----- INPUT MATERIAL -----

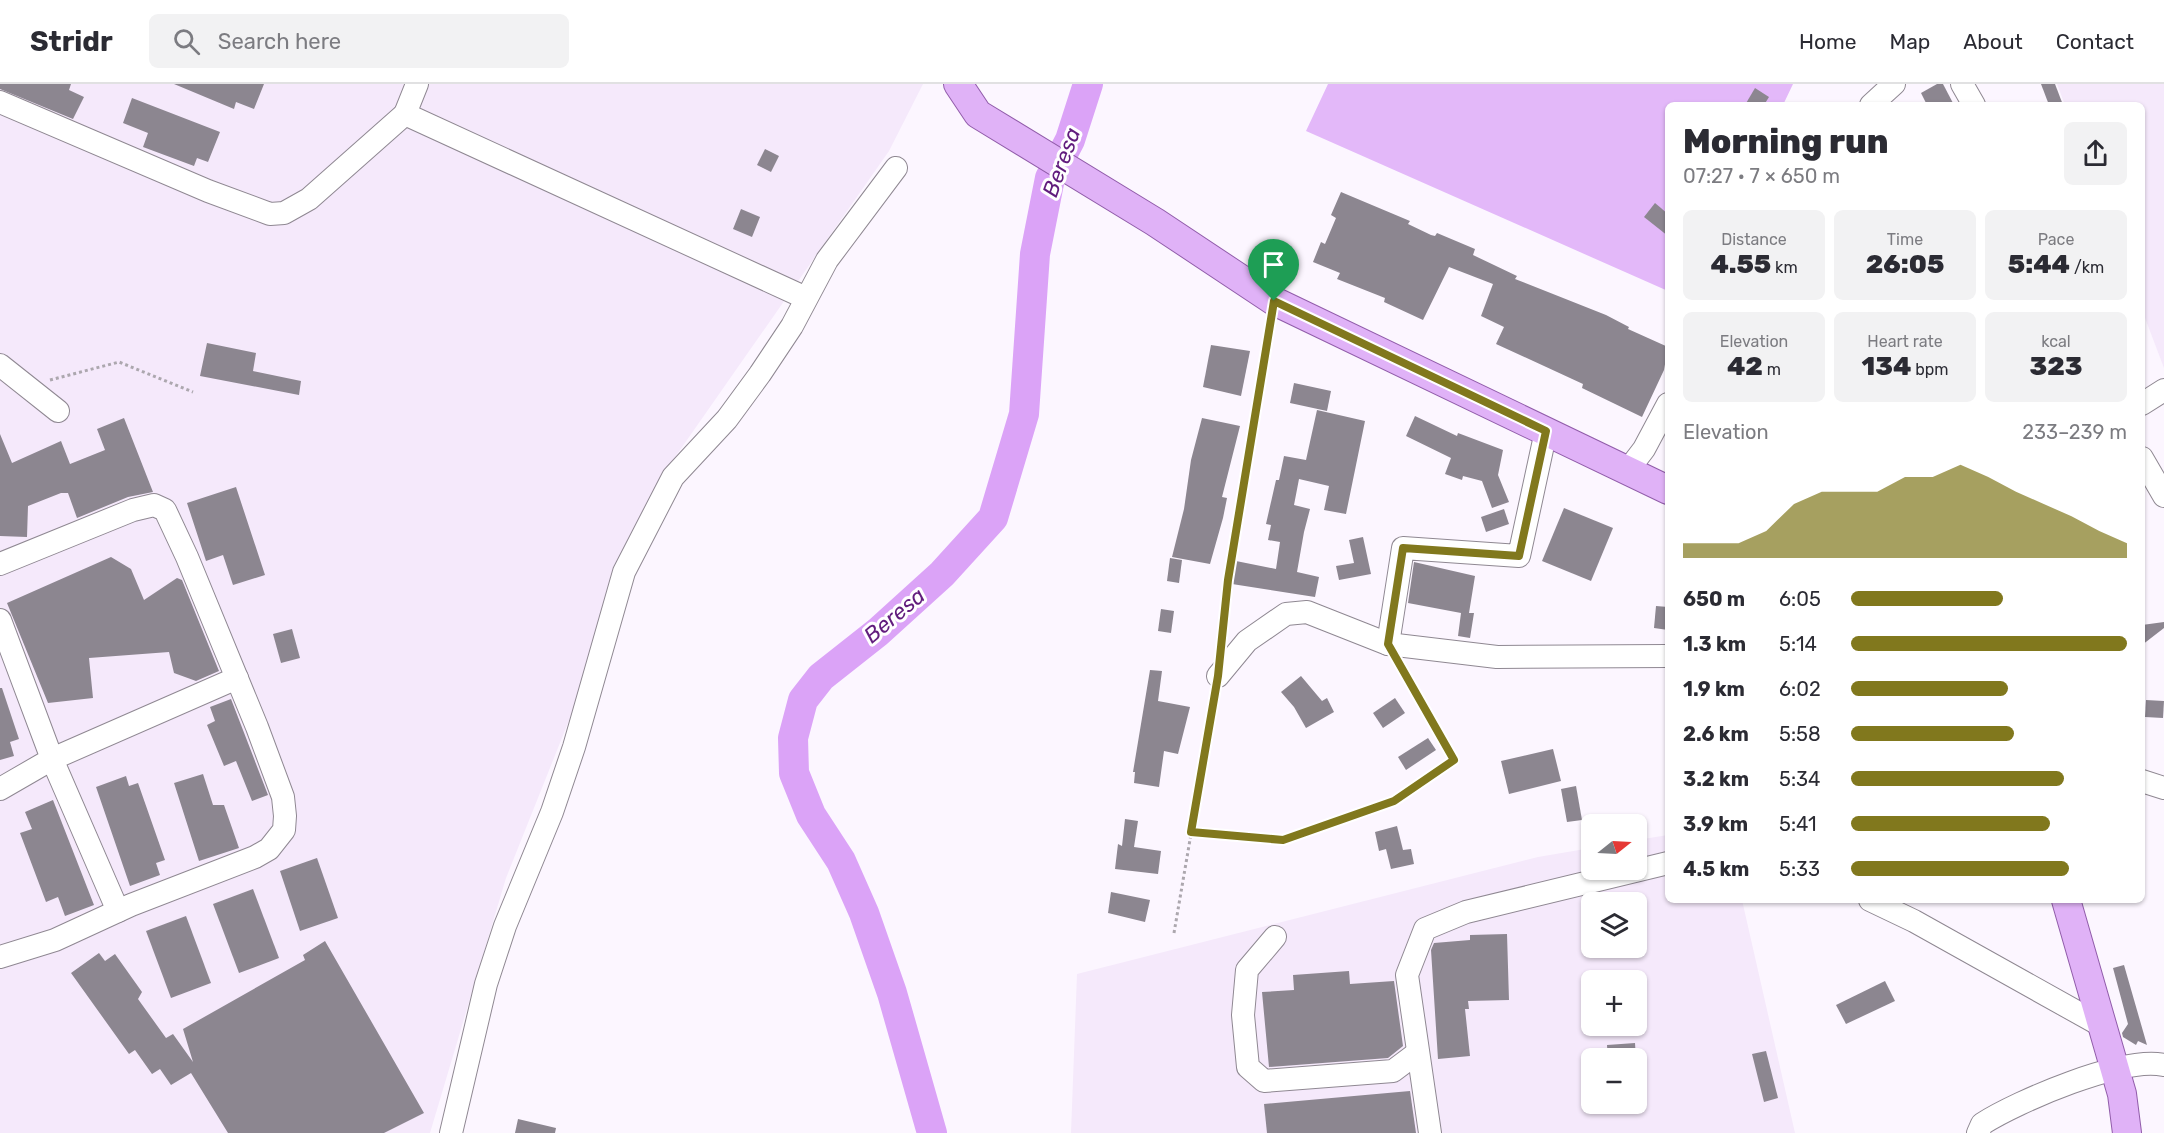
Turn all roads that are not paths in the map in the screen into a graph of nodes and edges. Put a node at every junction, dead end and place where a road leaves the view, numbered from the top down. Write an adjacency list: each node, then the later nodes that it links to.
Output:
1 (417, 84): 8 (street)
2 (958, 84): 16 (main road)
3 (1894, 84): 6 (street)
4 (1962, 84): 7 (street)
5 (0, 102): 8 (street)
6 (1874, 102)
7 (1972, 102)
8 (405, 114): 10 (street)
9 (896, 168): 10 (street)
10 (806, 298): 42 (street)
11 (0, 365): 15 (street)
12 (2164, 390): 13 (street)
13 (2145, 402)
14 (1665, 410): 18 (street)
15 (58, 411)
16 (1546, 431): 18 (main road); 23 (street)
17 (2145, 463): 20 (street)
18 (1628, 470): 19 (main road)
19 (1665, 488)
20 (2164, 496)
21 (0, 564): 26 (street)
22 (0, 620): 27 (street)
23 (1388, 644): 24 (street); 25 (street)
24 (1665, 656)
25 (1218, 676)
26 (237, 678): 27 (street); 34 (street)
27 (52, 759): 30 (street); 34 (street)
28 (2145, 783): 29 (street)
29 (2164, 788)
30 (0, 789)
31 (1665, 864): 38 (street)
32 (1876, 903): 37 (street)
33 (2067, 903): 37 (main road)
34 (118, 911): 36 (street)
35 (1275, 937): 38 (street)
36 (0, 957)
37 (2102, 1026): 40 (main road)
38 (1417, 1053): 43 (street)
39 (2164, 1065): 40 (street)
40 (2119, 1082): 41 (street); 44 (main road); 45 (main road)
41 (1975, 1130)
42 (451, 1133)
43 (1430, 1133)
44 (2127, 1133)
45 (2141, 1133)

-----

### THE PROBLEM
Make an exact copy of every entry above, minus the images.

### ANSWER FOR THE TASK
Turn all roads that are not paths in the map in the screen into a graph of nodes and edges. Put a node at every junction, dead end and place where a road leaves the view, numbered from the top down. Write an adjacency list: each node, then the later nodes that it links to.
Output:
1 (417, 84): 8 (street)
2 (958, 84): 16 (main road)
3 (1894, 84): 6 (street)
4 (1962, 84): 7 (street)
5 (0, 102): 8 (street)
6 (1874, 102)
7 (1972, 102)
8 (405, 114): 10 (street)
9 (896, 168): 10 (street)
10 (806, 298): 42 (street)
11 (0, 365): 15 (street)
12 (2164, 390): 13 (street)
13 (2145, 402)
14 (1665, 410): 18 (street)
15 (58, 411)
16 (1546, 431): 18 (main road); 23 (street)
17 (2145, 463): 20 (street)
18 (1628, 470): 19 (main road)
19 (1665, 488)
20 (2164, 496)
21 (0, 564): 26 (street)
22 (0, 620): 27 (street)
23 (1388, 644): 24 (street); 25 (street)
24 (1665, 656)
25 (1218, 676)
26 (237, 678): 27 (street); 34 (street)
27 (52, 759): 30 (street); 34 (street)
28 (2145, 783): 29 (street)
29 (2164, 788)
30 (0, 789)
31 (1665, 864): 38 (street)
32 (1876, 903): 37 (street)
33 (2067, 903): 37 (main road)
34 (118, 911): 36 (street)
35 (1275, 937): 38 (street)
36 (0, 957)
37 (2102, 1026): 40 (main road)
38 (1417, 1053): 43 (street)
39 (2164, 1065): 40 (street)
40 (2119, 1082): 41 (street); 44 (main road); 45 (main road)
41 (1975, 1130)
42 (451, 1133)
43 (1430, 1133)
44 (2127, 1133)
45 (2141, 1133)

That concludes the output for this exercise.